Task goal
Only a number is wanted: how many lines in these records contain the word "junction"?
Top of Provided data
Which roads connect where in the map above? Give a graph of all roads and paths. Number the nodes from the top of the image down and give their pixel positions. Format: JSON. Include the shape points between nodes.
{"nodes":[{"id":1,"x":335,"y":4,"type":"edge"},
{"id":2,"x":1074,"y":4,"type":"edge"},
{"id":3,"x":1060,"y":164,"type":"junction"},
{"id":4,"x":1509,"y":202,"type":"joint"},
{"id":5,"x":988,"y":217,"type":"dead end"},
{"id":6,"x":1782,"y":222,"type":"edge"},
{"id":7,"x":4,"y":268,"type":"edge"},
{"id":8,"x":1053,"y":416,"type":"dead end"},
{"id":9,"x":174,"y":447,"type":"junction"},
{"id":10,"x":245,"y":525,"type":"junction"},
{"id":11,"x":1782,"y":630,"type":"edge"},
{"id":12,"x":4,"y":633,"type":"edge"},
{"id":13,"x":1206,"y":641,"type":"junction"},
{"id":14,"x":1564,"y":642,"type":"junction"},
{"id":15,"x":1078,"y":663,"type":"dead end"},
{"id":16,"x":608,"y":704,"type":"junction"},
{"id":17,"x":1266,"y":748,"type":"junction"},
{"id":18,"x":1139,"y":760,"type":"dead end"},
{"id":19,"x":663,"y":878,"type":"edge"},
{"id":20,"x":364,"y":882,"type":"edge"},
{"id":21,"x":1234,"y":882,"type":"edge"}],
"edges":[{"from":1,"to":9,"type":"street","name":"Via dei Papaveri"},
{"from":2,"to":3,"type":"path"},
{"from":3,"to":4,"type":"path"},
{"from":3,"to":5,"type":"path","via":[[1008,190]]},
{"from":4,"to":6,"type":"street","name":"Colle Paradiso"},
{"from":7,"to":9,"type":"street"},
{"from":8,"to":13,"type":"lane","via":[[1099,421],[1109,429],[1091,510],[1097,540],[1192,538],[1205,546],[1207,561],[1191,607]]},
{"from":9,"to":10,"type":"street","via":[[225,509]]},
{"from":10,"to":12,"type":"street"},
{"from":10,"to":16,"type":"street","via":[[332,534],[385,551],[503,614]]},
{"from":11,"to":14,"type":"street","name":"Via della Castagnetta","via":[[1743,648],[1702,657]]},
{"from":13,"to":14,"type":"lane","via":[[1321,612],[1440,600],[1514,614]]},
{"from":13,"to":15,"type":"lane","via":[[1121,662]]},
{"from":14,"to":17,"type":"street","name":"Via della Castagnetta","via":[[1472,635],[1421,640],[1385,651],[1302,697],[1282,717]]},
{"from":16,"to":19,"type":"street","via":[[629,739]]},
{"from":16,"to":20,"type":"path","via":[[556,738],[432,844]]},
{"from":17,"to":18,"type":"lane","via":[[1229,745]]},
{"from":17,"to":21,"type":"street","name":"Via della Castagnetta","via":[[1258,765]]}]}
Bottom of Provided data
Answer space
7